If you ask me, a more likely scenario is that the machines have already taken over, and we're living in the Matrix. And in order for that to work, all of our tech would have to mysteriously break and stagnate for as long as possible under the guise of "innovation" and "progress". What I fear more than our tech getting too good is that our tech hasn't actually changed - only the way we spin it and sell it to people.

Machine learning is not AI. Sticking a wireless card in a toaster or a fridge does not make it smarter, it's just yet another thing that breaks when your Internet goes down. And streaming services are really just cable with extra steps.

If you couldn't tell, Marissa and I are in the throws of a Matrix trilogy marathon. Last night we just finished the second installment. Those movies are better than I remember. When I was younger, I watched it mostly for the fight scenes - I think I even used to just fast forward through the dialog. But it holds up. The writing can be a little wordy at times, but it's a fascinating movie if you pay attention.

And ironically, watching the movie in 2019, it's some of the fighting scenes that are laughable. Whenever neo does something unnatural, like float in the air, you can see the texture of his skin and hair smoothen out while they swap in the CGI version of him right in front of you. "It's like watching an old screensaver kick on in the middle of the movie," we heckled.

And yes, in this entry I'm aware of the irony that I make the argument that tech might not be getting any better, then go on to mock how bad CGI in movies used to look. CGI has gotten a lot better. Perhaps CGI will get so good that it will enslave humanity.

Yesterday was a pretty wonderful day. I hit the ticket duty backlog hard, but I took a midday break to grab lunch with Rob. We ordered a pair of Zombie Dust beers, and I got a little basket of hot wings. Hot wings and beer are such a classic combination, and I'd challenge you to scour the culinary universe for a better pairing.

After work, I hung around the house with Marissa until kids code started. On Thursday, we joke that I get the "Kids Code scaries". Since I have to leave the house around 5:30, that leaves me with a little less than a half hour, and since I don't know what to do with myself I just pace around the house in anticipation. It has less to do with the event itself, and more to do with the fact that I just have to go somewhere and be social.

Kids Code was wonderful. The closest thing I had that resembled a lesson plan was "make a game that involves a Turkey". Some kids actually took me up on the challenge. One kid made a turkey edition of "duck hunt", but most kids just wisely scribbled a small turkey in the corner of their game so they'd qualify.

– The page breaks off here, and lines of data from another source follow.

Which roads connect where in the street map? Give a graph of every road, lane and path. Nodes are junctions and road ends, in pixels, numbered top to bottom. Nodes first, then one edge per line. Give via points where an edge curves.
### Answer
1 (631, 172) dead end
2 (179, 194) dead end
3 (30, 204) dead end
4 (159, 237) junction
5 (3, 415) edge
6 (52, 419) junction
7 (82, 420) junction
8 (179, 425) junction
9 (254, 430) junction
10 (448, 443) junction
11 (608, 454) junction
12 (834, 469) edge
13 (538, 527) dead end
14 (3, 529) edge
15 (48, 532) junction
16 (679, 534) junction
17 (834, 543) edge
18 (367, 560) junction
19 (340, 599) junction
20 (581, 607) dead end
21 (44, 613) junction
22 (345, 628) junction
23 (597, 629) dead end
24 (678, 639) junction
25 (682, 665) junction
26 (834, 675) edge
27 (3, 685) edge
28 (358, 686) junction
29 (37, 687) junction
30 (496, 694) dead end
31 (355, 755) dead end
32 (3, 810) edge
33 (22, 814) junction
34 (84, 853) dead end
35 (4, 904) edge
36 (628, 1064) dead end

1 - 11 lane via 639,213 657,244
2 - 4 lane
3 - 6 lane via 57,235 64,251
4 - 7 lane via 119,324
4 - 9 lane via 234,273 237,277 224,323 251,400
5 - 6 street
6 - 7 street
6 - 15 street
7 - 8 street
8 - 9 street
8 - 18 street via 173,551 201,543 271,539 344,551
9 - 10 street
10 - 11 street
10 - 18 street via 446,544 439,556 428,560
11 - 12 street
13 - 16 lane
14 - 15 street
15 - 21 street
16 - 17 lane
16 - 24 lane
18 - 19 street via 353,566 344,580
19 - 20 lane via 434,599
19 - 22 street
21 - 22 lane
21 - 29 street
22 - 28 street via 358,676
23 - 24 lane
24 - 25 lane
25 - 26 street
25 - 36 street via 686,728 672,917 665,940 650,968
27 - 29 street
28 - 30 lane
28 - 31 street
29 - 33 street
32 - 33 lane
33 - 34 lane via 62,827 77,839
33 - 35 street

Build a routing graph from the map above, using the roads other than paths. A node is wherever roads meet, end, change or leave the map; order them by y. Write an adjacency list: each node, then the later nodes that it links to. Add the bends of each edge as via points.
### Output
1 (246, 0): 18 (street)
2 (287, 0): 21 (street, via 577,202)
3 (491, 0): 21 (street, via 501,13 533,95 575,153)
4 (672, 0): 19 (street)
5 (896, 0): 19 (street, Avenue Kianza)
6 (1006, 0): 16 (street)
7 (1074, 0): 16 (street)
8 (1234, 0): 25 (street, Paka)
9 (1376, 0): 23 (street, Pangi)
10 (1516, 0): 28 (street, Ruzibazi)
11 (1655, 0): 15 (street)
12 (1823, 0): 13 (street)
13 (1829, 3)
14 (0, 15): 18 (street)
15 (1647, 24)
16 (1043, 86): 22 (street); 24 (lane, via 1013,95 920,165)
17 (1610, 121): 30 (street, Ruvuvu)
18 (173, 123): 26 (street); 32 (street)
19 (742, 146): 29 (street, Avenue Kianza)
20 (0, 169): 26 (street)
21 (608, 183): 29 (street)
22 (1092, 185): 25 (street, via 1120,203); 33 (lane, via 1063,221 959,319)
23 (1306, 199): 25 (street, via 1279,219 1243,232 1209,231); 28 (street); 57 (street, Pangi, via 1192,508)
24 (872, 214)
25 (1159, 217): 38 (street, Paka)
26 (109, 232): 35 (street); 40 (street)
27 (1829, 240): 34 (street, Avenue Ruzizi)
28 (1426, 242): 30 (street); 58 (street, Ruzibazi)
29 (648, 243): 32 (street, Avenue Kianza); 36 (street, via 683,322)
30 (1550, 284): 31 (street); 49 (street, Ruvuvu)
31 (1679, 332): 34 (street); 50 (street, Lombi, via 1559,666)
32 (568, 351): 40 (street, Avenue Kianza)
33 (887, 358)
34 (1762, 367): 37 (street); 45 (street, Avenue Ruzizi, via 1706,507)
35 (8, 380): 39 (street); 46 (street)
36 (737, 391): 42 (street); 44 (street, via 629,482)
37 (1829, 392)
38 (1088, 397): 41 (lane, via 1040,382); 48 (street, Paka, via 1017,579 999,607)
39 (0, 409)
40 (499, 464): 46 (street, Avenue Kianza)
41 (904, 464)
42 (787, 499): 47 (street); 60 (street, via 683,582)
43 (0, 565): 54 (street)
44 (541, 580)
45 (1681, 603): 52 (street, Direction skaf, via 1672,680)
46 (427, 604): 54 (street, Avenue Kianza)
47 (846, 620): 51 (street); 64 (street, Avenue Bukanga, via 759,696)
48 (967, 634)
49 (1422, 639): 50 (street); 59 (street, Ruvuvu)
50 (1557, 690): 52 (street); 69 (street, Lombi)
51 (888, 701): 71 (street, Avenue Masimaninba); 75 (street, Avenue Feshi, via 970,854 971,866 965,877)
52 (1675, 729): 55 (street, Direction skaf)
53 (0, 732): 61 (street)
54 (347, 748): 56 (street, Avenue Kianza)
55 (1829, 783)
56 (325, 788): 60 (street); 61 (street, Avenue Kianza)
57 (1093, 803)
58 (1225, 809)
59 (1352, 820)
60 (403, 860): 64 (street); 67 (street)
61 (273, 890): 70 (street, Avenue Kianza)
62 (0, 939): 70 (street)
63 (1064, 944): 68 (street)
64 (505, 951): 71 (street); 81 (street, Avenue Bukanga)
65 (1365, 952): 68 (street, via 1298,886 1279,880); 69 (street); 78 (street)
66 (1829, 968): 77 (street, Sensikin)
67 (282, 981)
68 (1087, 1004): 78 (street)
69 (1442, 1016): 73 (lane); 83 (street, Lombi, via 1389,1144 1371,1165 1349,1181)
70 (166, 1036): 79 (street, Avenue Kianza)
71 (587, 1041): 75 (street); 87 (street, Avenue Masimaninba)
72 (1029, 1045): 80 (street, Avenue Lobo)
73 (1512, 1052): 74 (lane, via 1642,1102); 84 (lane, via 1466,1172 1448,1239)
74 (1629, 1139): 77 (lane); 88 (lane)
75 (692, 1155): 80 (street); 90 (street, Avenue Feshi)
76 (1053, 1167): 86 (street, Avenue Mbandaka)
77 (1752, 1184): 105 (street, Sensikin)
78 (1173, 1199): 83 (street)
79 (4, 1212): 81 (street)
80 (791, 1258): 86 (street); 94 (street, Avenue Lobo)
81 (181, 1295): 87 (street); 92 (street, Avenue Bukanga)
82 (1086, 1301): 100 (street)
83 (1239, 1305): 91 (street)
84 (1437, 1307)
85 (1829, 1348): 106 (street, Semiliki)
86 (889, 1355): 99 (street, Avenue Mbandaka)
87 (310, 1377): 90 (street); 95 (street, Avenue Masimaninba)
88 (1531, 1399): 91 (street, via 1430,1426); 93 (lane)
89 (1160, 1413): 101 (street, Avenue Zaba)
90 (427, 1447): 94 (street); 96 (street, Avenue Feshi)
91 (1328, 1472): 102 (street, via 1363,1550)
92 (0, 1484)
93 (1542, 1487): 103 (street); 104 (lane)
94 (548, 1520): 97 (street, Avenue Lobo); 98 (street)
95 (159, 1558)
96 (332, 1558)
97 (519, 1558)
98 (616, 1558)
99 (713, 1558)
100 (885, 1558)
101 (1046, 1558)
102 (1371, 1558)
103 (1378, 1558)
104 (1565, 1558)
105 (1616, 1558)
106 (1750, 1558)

The linux laptops were pretty popular yesterday. One regular club member wanted to install something on the Windows laptops we have, and was disappointed that we didn't have the admin password for the library computers (trust me, I don't want the admin password either - with great power comes great responsibility, right?). "We can't install it on there, but want one of the linux laptops? We have the root password, and you can pretty much do whatever you want."

Marshall hadn't heard of linux, but he was intrigued. As he clicked around, he asked me a few more questions. "How much does it cost? How do you get it on a laptop?" As I explained to him that it's well-document, universally accepted as the standard in most engineering disciplines, and completely free-as-in-beer, his eyes widened with wonder. He made the same kind of face that neo did when Morpheus said welcome to the REAL world.

That's my time, everyone. Thanks for reading. Hope you have a wonderful Friday.